[[ STUDY MATERIAL open ]]

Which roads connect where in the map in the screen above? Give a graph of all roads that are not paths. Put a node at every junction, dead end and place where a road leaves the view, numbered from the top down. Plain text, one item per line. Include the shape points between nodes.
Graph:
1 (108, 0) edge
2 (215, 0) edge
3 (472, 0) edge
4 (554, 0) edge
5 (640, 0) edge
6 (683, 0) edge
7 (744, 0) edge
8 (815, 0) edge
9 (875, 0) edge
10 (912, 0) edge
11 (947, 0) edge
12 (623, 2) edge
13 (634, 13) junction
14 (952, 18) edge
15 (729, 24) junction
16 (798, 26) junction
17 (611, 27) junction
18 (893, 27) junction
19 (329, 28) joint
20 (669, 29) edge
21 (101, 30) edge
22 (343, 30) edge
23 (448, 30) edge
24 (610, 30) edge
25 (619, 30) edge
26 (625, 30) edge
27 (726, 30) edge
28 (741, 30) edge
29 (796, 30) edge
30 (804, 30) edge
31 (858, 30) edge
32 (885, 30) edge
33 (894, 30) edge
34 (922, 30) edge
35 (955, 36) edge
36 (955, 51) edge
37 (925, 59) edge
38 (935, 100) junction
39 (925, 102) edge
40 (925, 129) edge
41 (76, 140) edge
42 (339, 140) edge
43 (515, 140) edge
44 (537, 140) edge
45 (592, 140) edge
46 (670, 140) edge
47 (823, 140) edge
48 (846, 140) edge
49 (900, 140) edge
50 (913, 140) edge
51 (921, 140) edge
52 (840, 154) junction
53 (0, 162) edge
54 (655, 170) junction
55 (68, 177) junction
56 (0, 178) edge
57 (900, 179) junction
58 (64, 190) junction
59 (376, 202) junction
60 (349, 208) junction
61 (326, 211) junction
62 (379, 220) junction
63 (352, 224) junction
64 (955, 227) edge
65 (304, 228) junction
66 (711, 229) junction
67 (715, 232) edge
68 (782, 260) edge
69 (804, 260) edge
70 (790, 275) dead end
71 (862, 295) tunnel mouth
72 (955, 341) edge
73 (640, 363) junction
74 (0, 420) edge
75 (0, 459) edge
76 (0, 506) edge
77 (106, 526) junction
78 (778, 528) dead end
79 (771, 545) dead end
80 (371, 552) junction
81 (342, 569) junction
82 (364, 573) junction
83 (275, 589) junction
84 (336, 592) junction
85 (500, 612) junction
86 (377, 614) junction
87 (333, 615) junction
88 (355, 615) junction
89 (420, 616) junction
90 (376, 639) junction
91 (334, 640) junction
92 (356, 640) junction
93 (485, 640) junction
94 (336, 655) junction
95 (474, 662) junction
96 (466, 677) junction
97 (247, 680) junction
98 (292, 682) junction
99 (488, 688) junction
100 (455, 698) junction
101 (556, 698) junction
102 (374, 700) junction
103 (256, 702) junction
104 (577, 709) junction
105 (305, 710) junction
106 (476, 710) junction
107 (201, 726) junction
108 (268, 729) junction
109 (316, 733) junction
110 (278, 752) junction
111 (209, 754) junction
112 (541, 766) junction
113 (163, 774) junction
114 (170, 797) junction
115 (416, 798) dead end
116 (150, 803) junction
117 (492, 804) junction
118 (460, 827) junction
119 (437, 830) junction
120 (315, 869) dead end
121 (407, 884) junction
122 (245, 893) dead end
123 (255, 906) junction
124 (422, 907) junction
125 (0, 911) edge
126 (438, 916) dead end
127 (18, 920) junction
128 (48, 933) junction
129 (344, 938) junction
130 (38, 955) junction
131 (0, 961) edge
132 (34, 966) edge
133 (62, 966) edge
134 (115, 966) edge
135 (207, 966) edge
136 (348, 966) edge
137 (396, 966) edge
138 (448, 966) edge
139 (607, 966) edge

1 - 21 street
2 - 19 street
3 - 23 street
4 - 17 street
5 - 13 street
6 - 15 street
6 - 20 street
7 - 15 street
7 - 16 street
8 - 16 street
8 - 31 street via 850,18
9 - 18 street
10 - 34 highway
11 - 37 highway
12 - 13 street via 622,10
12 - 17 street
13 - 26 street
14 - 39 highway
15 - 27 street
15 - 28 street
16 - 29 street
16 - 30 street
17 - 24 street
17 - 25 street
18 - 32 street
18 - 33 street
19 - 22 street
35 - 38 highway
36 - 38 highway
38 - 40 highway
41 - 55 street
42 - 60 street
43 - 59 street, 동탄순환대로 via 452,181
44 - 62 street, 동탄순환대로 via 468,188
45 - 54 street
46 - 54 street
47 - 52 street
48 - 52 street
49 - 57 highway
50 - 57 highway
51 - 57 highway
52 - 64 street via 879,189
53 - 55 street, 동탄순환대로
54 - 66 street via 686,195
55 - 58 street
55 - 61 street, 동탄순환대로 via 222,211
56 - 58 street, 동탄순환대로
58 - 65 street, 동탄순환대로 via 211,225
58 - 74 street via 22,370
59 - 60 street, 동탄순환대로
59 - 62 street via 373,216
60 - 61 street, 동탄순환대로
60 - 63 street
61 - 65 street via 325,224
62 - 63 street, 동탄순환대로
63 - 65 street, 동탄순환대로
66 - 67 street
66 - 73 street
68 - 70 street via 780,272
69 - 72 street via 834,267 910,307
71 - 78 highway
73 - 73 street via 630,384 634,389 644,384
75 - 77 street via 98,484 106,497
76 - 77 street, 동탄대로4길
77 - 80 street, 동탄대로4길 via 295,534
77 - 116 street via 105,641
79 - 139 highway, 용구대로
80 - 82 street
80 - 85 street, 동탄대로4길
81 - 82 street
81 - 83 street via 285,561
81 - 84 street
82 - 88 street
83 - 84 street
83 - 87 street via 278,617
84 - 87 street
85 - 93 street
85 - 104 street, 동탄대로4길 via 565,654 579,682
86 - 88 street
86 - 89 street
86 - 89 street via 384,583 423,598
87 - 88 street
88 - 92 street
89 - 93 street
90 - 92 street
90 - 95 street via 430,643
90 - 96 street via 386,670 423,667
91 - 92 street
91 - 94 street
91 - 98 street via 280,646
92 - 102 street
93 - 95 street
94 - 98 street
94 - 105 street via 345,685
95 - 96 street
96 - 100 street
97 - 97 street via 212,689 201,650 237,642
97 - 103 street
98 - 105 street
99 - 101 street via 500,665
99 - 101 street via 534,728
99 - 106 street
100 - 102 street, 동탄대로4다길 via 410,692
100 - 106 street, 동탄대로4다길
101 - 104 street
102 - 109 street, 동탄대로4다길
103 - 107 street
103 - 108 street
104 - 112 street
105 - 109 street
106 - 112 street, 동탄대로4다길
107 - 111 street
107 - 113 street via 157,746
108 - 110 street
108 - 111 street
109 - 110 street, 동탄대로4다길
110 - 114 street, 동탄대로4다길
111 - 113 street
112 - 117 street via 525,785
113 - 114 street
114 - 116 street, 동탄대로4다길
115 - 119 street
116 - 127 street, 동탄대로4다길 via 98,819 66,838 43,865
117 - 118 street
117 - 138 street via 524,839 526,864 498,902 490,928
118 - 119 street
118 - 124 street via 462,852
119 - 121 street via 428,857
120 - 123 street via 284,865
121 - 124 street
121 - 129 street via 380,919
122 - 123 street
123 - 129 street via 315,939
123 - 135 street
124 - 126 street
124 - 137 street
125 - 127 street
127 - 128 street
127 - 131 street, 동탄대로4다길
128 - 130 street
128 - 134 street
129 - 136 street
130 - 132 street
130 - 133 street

[[ STUDY MATERIAL closed ]]

__GOAL OF THE EXERCISE__. Set down each line of the data precisely as it appears above.

__OUTPUT BELOW__.
Which roads connect where in the map in the screen above? Give a graph of all roads that are not paths. Put a node at every junction, dead end and place where a road leaves the view, numbered from the top down. Plain text, one item per line. Include the shape points between nodes.
Graph:
1 (108, 0) edge
2 (215, 0) edge
3 (472, 0) edge
4 (554, 0) edge
5 (640, 0) edge
6 (683, 0) edge
7 (744, 0) edge
8 (815, 0) edge
9 (875, 0) edge
10 (912, 0) edge
11 (947, 0) edge
12 (623, 2) edge
13 (634, 13) junction
14 (952, 18) edge
15 (729, 24) junction
16 (798, 26) junction
17 (611, 27) junction
18 (893, 27) junction
19 (329, 28) joint
20 (669, 29) edge
21 (101, 30) edge
22 (343, 30) edge
23 (448, 30) edge
24 (610, 30) edge
25 (619, 30) edge
26 (625, 30) edge
27 (726, 30) edge
28 (741, 30) edge
29 (796, 30) edge
30 (804, 30) edge
31 (858, 30) edge
32 (885, 30) edge
33 (894, 30) edge
34 (922, 30) edge
35 (955, 36) edge
36 (955, 51) edge
37 (925, 59) edge
38 (935, 100) junction
39 (925, 102) edge
40 (925, 129) edge
41 (76, 140) edge
42 (339, 140) edge
43 (515, 140) edge
44 (537, 140) edge
45 (592, 140) edge
46 (670, 140) edge
47 (823, 140) edge
48 (846, 140) edge
49 (900, 140) edge
50 (913, 140) edge
51 (921, 140) edge
52 (840, 154) junction
53 (0, 162) edge
54 (655, 170) junction
55 (68, 177) junction
56 (0, 178) edge
57 (900, 179) junction
58 (64, 190) junction
59 (376, 202) junction
60 (349, 208) junction
61 (326, 211) junction
62 (379, 220) junction
63 (352, 224) junction
64 (955, 227) edge
65 (304, 228) junction
66 (711, 229) junction
67 (715, 232) edge
68 (782, 260) edge
69 (804, 260) edge
70 (790, 275) dead end
71 (862, 295) tunnel mouth
72 (955, 341) edge
73 (640, 363) junction
74 (0, 420) edge
75 (0, 459) edge
76 (0, 506) edge
77 (106, 526) junction
78 (778, 528) dead end
79 (771, 545) dead end
80 (371, 552) junction
81 (342, 569) junction
82 (364, 573) junction
83 (275, 589) junction
84 (336, 592) junction
85 (500, 612) junction
86 (377, 614) junction
87 (333, 615) junction
88 (355, 615) junction
89 (420, 616) junction
90 (376, 639) junction
91 (334, 640) junction
92 (356, 640) junction
93 (485, 640) junction
94 (336, 655) junction
95 (474, 662) junction
96 (466, 677) junction
97 (247, 680) junction
98 (292, 682) junction
99 (488, 688) junction
100 (455, 698) junction
101 (556, 698) junction
102 (374, 700) junction
103 (256, 702) junction
104 (577, 709) junction
105 (305, 710) junction
106 (476, 710) junction
107 (201, 726) junction
108 (268, 729) junction
109 (316, 733) junction
110 (278, 752) junction
111 (209, 754) junction
112 (541, 766) junction
113 (163, 774) junction
114 (170, 797) junction
115 (416, 798) dead end
116 (150, 803) junction
117 (492, 804) junction
118 (460, 827) junction
119 (437, 830) junction
120 (315, 869) dead end
121 (407, 884) junction
122 (245, 893) dead end
123 (255, 906) junction
124 (422, 907) junction
125 (0, 911) edge
126 (438, 916) dead end
127 (18, 920) junction
128 (48, 933) junction
129 (344, 938) junction
130 (38, 955) junction
131 (0, 961) edge
132 (34, 966) edge
133 (62, 966) edge
134 (115, 966) edge
135 (207, 966) edge
136 (348, 966) edge
137 (396, 966) edge
138 (448, 966) edge
139 (607, 966) edge

1 - 21 street
2 - 19 street
3 - 23 street
4 - 17 street
5 - 13 street
6 - 15 street
6 - 20 street
7 - 15 street
7 - 16 street
8 - 16 street
8 - 31 street via 850,18
9 - 18 street
10 - 34 highway
11 - 37 highway
12 - 13 street via 622,10
12 - 17 street
13 - 26 street
14 - 39 highway
15 - 27 street
15 - 28 street
16 - 29 street
16 - 30 street
17 - 24 street
17 - 25 street
18 - 32 street
18 - 33 street
19 - 22 street
35 - 38 highway
36 - 38 highway
38 - 40 highway
41 - 55 street
42 - 60 street
43 - 59 street, 동탄순환대로 via 452,181
44 - 62 street, 동탄순환대로 via 468,188
45 - 54 street
46 - 54 street
47 - 52 street
48 - 52 street
49 - 57 highway
50 - 57 highway
51 - 57 highway
52 - 64 street via 879,189
53 - 55 street, 동탄순환대로
54 - 66 street via 686,195
55 - 58 street
55 - 61 street, 동탄순환대로 via 222,211
56 - 58 street, 동탄순환대로
58 - 65 street, 동탄순환대로 via 211,225
58 - 74 street via 22,370
59 - 60 street, 동탄순환대로
59 - 62 street via 373,216
60 - 61 street, 동탄순환대로
60 - 63 street
61 - 65 street via 325,224
62 - 63 street, 동탄순환대로
63 - 65 street, 동탄순환대로
66 - 67 street
66 - 73 street
68 - 70 street via 780,272
69 - 72 street via 834,267 910,307
71 - 78 highway
73 - 73 street via 630,384 634,389 644,384
75 - 77 street via 98,484 106,497
76 - 77 street, 동탄대로4길
77 - 80 street, 동탄대로4길 via 295,534
77 - 116 street via 105,641
79 - 139 highway, 용구대로
80 - 82 street
80 - 85 street, 동탄대로4길
81 - 82 street
81 - 83 street via 285,561
81 - 84 street
82 - 88 street
83 - 84 street
83 - 87 street via 278,617
84 - 87 street
85 - 93 street
85 - 104 street, 동탄대로4길 via 565,654 579,682
86 - 88 street
86 - 89 street
86 - 89 street via 384,583 423,598
87 - 88 street
88 - 92 street
89 - 93 street
90 - 92 street
90 - 95 street via 430,643
90 - 96 street via 386,670 423,667
91 - 92 street
91 - 94 street
91 - 98 street via 280,646
92 - 102 street
93 - 95 street
94 - 98 street
94 - 105 street via 345,685
95 - 96 street
96 - 100 street
97 - 97 street via 212,689 201,650 237,642
97 - 103 street
98 - 105 street
99 - 101 street via 500,665
99 - 101 street via 534,728
99 - 106 street
100 - 102 street, 동탄대로4다길 via 410,692
100 - 106 street, 동탄대로4다길
101 - 104 street
102 - 109 street, 동탄대로4다길
103 - 107 street
103 - 108 street
104 - 112 street
105 - 109 street
106 - 112 street, 동탄대로4다길
107 - 111 street
107 - 113 street via 157,746
108 - 110 street
108 - 111 street
109 - 110 street, 동탄대로4다길
110 - 114 street, 동탄대로4다길
111 - 113 street
112 - 117 street via 525,785
113 - 114 street
114 - 116 street, 동탄대로4다길
115 - 119 street
116 - 127 street, 동탄대로4다길 via 98,819 66,838 43,865
117 - 118 street
117 - 138 street via 524,839 526,864 498,902 490,928
118 - 119 street
118 - 124 street via 462,852
119 - 121 street via 428,857
120 - 123 street via 284,865
121 - 124 street
121 - 129 street via 380,919
122 - 123 street
123 - 129 street via 315,939
123 - 135 street
124 - 126 street
124 - 137 street
125 - 127 street
127 - 128 street
127 - 131 street, 동탄대로4다길
128 - 130 street
128 - 134 street
129 - 136 street
130 - 132 street
130 - 133 street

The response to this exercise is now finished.